Exercise requirements — Please give the lines below again exactly as they stand, from the one that contains "w h 8 [w 0 0" up to and including the one that contains "#include <math.h>", leaving all pictures out.

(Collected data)
# # #
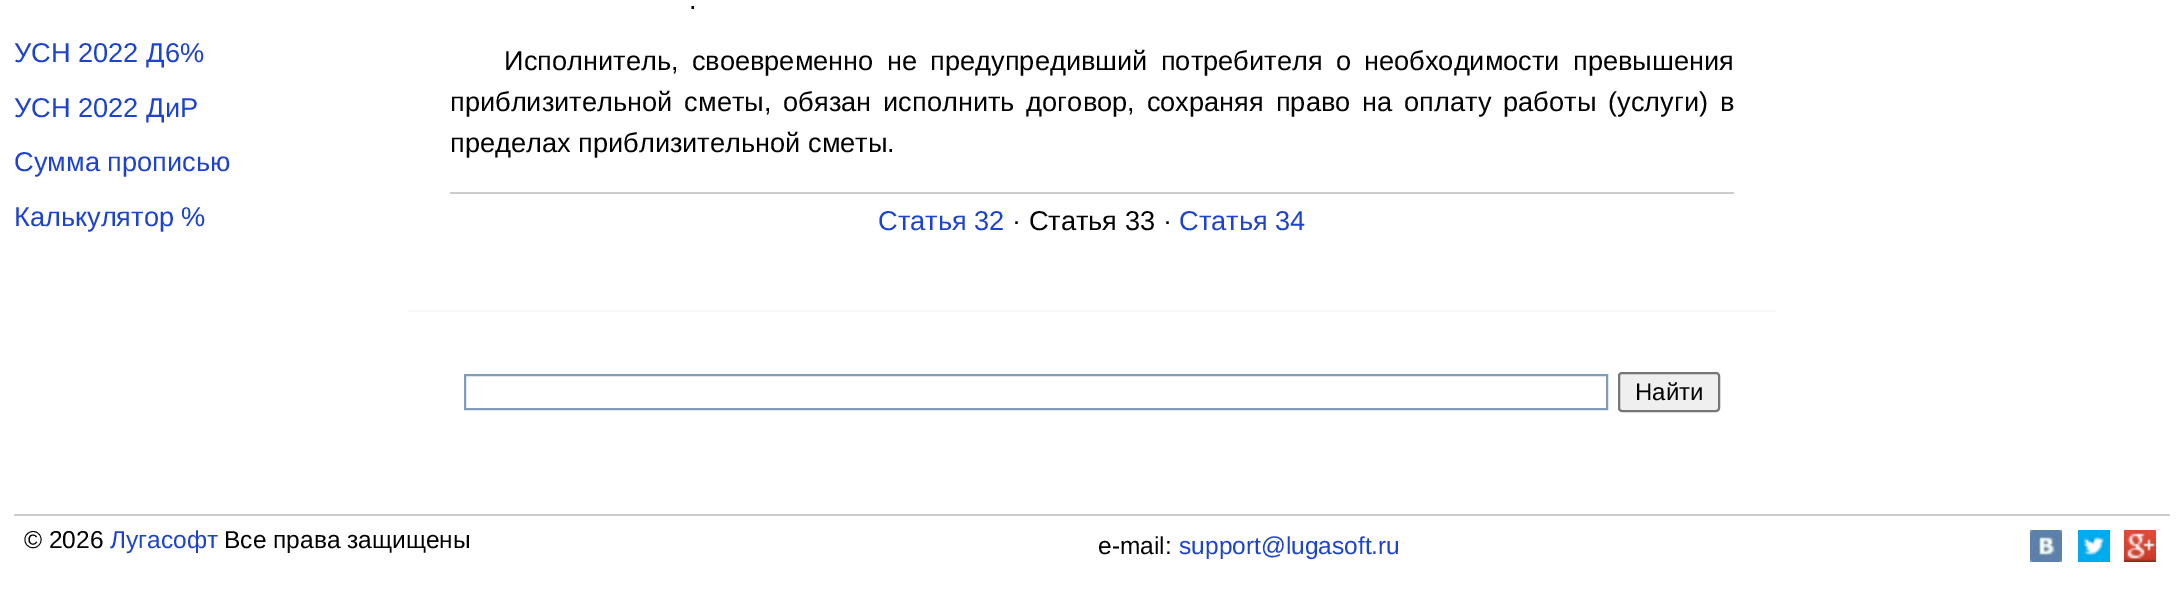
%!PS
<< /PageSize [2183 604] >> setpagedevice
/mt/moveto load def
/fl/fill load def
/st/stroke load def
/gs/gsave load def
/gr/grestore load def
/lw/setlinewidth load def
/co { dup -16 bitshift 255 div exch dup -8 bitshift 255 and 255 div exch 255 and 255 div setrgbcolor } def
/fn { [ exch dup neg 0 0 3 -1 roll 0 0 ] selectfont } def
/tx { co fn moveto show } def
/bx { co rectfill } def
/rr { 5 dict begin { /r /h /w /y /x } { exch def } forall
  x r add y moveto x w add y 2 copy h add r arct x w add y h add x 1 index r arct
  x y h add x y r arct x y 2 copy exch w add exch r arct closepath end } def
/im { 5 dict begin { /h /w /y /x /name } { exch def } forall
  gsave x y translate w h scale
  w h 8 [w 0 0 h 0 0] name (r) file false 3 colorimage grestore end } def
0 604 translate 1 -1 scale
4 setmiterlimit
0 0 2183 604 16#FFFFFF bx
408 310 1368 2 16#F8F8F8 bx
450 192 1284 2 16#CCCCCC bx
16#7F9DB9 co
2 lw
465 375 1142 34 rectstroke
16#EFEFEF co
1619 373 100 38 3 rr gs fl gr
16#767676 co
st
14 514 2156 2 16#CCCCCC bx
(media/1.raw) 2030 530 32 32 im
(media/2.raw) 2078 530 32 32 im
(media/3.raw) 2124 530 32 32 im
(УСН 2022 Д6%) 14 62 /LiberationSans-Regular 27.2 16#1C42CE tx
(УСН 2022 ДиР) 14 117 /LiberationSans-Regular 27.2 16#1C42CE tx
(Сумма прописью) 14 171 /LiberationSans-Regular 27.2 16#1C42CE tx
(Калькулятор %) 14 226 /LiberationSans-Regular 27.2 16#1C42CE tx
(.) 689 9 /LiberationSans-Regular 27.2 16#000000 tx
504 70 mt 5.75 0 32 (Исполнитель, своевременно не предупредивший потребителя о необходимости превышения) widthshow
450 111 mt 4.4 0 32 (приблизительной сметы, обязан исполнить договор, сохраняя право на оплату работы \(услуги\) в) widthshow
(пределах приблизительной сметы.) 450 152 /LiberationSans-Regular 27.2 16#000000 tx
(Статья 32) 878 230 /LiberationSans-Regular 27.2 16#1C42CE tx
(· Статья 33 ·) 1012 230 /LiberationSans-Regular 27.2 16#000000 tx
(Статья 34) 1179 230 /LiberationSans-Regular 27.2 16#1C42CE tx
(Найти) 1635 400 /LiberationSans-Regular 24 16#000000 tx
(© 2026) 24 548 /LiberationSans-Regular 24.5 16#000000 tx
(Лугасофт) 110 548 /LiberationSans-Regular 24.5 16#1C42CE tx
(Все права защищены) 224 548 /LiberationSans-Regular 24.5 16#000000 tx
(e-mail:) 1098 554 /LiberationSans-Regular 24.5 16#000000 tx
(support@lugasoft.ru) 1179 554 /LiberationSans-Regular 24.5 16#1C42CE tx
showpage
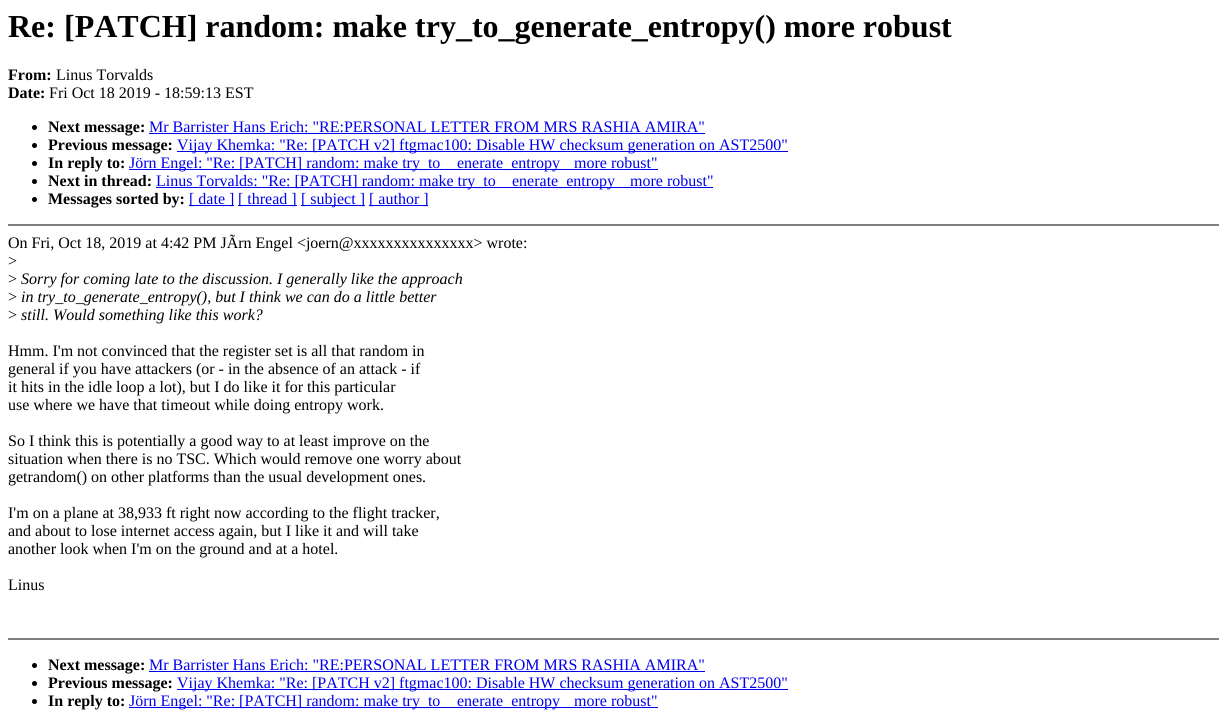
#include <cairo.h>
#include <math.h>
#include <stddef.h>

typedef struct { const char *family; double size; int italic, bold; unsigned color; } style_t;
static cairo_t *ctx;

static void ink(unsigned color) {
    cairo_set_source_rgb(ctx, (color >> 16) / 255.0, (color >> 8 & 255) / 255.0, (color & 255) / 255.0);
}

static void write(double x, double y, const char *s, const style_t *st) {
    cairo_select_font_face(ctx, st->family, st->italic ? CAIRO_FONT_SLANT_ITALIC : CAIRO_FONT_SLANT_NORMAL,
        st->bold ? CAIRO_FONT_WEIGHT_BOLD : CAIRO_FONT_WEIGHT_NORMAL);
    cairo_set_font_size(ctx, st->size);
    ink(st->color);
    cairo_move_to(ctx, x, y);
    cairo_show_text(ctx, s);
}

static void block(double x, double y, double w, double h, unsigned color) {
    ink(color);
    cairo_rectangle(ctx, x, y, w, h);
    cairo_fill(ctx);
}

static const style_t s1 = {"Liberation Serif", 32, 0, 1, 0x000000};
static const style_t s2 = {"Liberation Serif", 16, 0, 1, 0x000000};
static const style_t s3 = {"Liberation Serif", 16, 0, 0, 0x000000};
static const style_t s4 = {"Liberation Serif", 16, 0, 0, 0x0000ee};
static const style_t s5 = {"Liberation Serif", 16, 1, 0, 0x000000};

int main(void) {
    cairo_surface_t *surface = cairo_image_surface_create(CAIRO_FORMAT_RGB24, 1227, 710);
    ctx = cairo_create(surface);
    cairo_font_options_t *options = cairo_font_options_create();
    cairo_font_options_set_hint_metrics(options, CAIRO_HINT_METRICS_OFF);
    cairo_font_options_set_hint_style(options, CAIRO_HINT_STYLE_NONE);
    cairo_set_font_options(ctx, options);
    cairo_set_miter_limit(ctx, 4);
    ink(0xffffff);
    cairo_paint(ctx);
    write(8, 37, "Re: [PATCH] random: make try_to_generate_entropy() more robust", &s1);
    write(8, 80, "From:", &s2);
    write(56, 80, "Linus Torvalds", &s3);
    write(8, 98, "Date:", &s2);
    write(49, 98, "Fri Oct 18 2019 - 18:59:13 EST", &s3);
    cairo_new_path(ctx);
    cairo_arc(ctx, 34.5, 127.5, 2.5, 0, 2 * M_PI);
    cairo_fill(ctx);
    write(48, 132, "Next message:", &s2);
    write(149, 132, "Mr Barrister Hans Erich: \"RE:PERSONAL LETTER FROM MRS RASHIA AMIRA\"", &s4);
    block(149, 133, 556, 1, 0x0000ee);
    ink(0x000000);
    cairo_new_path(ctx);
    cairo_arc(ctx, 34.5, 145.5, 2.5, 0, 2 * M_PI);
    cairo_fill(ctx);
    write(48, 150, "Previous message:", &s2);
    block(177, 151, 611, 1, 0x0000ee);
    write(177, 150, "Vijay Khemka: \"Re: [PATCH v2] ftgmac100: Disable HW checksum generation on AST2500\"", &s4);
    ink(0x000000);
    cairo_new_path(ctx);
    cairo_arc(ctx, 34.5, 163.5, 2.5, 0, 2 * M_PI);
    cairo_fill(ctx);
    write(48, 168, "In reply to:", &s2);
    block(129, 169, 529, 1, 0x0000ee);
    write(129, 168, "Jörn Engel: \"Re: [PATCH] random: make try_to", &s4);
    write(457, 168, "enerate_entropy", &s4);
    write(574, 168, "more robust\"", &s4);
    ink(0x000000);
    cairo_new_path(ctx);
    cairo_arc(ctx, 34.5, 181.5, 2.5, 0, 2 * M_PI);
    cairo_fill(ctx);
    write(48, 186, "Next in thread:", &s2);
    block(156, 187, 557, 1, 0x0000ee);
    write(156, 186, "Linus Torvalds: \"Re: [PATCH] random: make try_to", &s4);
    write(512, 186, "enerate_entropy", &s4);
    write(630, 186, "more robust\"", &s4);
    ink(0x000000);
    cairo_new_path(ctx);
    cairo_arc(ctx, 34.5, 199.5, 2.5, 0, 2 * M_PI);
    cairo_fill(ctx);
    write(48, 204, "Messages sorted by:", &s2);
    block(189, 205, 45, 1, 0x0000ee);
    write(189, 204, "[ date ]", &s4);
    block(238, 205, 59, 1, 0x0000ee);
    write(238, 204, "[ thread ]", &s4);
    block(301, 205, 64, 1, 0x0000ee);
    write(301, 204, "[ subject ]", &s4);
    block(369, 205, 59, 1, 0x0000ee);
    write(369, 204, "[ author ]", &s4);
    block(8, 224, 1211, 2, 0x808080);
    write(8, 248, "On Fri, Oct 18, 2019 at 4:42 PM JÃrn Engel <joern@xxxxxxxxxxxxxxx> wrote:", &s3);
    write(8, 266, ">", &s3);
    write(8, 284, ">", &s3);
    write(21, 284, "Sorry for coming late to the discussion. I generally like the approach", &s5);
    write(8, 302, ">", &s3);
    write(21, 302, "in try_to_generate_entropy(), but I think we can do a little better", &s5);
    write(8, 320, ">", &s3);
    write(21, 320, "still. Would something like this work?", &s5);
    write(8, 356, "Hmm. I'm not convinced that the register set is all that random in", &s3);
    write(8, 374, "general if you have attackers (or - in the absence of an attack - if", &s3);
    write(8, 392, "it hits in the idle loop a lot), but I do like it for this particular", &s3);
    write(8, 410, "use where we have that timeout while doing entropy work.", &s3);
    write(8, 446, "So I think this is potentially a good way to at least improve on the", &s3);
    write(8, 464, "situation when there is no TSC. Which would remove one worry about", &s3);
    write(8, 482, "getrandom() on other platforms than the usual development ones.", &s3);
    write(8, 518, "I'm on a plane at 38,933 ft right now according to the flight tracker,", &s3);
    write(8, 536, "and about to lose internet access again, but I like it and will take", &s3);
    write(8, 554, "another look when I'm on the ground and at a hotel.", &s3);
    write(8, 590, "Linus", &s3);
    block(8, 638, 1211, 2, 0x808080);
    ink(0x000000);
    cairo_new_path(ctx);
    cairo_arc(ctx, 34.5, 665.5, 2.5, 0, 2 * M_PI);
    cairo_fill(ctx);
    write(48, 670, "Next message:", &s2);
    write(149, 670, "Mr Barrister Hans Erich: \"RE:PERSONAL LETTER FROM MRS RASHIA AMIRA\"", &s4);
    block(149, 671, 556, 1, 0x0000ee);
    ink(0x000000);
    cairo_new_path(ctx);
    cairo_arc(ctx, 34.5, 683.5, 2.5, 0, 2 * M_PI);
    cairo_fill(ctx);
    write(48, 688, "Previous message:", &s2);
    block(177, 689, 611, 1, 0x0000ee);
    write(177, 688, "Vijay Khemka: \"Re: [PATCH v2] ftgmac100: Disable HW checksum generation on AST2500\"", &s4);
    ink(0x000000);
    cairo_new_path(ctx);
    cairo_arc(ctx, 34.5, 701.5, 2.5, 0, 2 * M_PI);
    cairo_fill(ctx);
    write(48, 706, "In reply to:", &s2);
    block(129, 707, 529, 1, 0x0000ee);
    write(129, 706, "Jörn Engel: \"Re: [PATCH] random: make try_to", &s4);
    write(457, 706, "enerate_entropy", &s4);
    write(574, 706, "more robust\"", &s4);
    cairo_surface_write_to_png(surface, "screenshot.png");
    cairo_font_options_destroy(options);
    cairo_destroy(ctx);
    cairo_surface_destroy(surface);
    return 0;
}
# # #
Expected answer —
  w h 8 [w 0 0 h 0 0] name (r) file false 3 colorimage grestore end } def
0 604 translate 1 -1 scale
4 setmiterlimit
0 0 2183 604 16#FFFFFF bx
408 310 1368 2 16#F8F8F8 bx
450 192 1284 2 16#CCCCCC bx
16#7F9DB9 co
2 lw
465 375 1142 34 rectstroke
16#EFEFEF co
1619 373 100 38 3 rr gs fl gr
16#767676 co
st
14 514 2156 2 16#CCCCCC bx
(media/1.raw) 2030 530 32 32 im
(media/2.raw) 2078 530 32 32 im
(media/3.raw) 2124 530 32 32 im
(УСН 2022 Д6%) 14 62 /LiberationSans-Regular 27.2 16#1C42CE tx
(УСН 2022 ДиР) 14 117 /LiberationSans-Regular 27.2 16#1C42CE tx
(Сумма прописью) 14 171 /LiberationSans-Regular 27.2 16#1C42CE tx
(Калькулятор %) 14 226 /LiberationSans-Regular 27.2 16#1C42CE tx
(.) 689 9 /LiberationSans-Regular 27.2 16#000000 tx
504 70 mt 5.75 0 32 (Исполнитель, своевременно не предупредивший потребителя о необходимости превышения) widthshow
450 111 mt 4.4 0 32 (приблизительной сметы, обязан исполнить договор, сохраняя право на оплату работы \(услуги\) в) widthshow
(пределах приблизительной сметы.) 450 152 /LiberationSans-Regular 27.2 16#000000 tx
(Статья 32) 878 230 /LiberationSans-Regular 27.2 16#1C42CE tx
(· Статья 33 ·) 1012 230 /LiberationSans-Regular 27.2 16#000000 tx
(Статья 34) 1179 230 /LiberationSans-Regular 27.2 16#1C42CE tx
(Найти) 1635 400 /LiberationSans-Regular 24 16#000000 tx
(© 2026) 24 548 /LiberationSans-Regular 24.5 16#000000 tx
(Лугасофт) 110 548 /LiberationSans-Regular 24.5 16#1C42CE tx
(Все права защищены) 224 548 /LiberationSans-Regular 24.5 16#000000 tx
(e-mail:) 1098 554 /LiberationSans-Regular 24.5 16#000000 tx
(support@lugasoft.ru) 1179 554 /LiberationSans-Regular 24.5 16#1C42CE tx
showpage
#include <cairo.h>
#include <math.h>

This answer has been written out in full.